RECORD EXTRACTS »
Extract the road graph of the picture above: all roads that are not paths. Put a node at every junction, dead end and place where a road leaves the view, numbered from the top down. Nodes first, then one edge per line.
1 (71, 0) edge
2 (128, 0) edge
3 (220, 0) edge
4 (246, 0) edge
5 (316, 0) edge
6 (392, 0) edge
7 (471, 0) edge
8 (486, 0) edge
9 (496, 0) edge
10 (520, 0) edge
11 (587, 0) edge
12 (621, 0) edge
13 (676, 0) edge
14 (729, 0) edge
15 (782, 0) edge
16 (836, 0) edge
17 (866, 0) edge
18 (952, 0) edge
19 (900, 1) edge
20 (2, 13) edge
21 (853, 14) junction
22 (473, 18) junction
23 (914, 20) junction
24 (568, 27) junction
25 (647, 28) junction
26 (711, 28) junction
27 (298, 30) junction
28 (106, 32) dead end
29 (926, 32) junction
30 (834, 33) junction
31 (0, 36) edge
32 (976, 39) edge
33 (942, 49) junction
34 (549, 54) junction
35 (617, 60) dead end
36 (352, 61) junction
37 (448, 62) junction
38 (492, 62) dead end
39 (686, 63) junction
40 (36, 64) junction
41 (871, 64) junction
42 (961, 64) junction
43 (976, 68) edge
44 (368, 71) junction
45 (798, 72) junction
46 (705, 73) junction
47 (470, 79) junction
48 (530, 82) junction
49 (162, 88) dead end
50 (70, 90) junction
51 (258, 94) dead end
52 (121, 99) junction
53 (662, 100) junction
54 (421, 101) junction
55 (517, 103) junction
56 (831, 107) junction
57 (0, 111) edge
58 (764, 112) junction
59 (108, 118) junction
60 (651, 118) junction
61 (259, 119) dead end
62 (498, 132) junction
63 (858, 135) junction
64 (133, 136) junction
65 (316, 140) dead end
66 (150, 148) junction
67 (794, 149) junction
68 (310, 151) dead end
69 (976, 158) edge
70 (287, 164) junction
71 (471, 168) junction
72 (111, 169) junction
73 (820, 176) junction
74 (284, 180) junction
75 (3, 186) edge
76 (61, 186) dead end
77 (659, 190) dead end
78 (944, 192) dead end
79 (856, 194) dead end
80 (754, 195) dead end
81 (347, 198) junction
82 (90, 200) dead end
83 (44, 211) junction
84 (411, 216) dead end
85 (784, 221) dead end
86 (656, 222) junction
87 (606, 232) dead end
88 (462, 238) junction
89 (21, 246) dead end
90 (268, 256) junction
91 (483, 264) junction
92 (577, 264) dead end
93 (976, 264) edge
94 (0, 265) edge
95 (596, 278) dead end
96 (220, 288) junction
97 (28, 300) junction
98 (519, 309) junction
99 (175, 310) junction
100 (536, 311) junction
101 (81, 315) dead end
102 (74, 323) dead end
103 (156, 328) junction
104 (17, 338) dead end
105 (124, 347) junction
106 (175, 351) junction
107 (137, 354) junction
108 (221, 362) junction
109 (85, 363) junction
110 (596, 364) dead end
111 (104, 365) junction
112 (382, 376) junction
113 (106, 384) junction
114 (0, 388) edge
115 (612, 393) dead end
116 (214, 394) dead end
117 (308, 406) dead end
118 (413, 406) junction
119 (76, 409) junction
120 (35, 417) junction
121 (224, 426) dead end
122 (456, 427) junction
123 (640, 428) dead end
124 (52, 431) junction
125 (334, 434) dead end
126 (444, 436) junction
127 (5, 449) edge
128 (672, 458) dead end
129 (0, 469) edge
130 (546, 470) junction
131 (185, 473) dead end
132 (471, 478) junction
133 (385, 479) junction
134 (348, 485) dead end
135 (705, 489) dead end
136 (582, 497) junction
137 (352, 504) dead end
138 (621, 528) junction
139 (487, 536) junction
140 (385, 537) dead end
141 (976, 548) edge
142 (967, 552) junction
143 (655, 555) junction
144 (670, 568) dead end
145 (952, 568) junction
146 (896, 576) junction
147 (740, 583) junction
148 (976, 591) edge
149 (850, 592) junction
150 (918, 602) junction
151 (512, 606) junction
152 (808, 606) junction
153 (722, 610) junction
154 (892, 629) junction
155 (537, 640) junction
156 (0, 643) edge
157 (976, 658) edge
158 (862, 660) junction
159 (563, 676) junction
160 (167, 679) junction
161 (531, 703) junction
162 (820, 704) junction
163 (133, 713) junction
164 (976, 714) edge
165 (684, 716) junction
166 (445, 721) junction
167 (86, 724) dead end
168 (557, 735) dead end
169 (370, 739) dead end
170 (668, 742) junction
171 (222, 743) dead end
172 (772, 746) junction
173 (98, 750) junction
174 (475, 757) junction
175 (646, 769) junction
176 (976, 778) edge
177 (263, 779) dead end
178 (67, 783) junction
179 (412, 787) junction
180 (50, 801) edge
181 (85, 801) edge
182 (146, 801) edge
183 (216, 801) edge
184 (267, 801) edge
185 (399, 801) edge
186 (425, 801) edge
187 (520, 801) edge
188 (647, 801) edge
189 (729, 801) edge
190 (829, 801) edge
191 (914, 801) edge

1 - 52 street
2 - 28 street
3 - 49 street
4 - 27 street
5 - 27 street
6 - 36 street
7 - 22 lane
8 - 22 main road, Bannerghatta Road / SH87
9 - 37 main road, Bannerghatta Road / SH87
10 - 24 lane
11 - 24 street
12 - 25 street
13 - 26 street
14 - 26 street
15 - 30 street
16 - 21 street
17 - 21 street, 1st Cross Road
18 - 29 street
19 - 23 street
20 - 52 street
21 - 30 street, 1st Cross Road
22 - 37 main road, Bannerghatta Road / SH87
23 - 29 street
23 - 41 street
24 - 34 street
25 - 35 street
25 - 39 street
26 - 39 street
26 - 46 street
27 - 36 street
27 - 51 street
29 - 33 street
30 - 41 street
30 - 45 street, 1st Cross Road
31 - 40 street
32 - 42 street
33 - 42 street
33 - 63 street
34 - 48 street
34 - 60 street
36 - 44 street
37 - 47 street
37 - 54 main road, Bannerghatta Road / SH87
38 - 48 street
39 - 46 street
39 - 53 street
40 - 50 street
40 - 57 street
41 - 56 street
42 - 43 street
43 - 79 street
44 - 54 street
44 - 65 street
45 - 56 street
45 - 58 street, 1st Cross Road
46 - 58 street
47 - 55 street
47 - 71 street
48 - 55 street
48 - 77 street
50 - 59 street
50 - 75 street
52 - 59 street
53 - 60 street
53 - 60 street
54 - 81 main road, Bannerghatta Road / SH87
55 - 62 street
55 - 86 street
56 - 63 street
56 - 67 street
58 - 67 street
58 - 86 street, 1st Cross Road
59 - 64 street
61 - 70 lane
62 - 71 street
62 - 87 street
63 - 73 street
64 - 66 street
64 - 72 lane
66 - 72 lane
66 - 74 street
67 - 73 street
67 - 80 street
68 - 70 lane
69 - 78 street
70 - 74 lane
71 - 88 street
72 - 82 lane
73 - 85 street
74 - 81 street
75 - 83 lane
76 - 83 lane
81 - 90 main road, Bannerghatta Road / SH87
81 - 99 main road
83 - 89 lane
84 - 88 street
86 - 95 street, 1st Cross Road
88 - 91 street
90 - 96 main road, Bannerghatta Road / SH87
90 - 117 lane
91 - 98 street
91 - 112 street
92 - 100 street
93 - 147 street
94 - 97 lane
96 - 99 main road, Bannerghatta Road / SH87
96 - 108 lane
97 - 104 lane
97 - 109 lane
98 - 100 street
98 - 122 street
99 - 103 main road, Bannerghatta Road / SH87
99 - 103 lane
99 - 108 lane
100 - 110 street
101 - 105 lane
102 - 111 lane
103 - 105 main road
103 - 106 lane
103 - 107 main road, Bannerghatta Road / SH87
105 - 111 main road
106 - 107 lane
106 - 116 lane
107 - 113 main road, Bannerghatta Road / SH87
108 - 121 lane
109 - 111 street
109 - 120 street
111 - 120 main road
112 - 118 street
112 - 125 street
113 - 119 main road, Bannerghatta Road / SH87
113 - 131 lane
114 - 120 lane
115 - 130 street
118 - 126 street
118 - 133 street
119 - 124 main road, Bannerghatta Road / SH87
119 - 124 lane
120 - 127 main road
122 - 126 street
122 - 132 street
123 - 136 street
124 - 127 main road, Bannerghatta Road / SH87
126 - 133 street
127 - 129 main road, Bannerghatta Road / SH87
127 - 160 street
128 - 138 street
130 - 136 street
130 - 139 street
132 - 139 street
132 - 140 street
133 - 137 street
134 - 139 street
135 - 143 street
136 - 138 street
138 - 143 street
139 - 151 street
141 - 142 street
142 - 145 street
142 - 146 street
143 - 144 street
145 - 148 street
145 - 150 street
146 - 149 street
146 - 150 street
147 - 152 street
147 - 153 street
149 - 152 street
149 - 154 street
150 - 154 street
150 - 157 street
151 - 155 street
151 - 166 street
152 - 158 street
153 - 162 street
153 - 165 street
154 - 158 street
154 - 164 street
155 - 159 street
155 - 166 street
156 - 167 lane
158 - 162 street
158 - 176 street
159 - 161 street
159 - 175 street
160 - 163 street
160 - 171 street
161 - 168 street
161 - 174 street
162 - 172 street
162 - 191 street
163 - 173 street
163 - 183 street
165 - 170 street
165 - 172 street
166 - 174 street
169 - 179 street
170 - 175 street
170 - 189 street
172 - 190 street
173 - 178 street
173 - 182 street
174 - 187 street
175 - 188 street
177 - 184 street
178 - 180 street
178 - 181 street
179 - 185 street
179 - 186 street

EXERCISE BRIEF »
Respond with the number of lines in the listing above that include the word "Cross", and with nothing more.

ANSWER FOR THIS EXERCISE »
6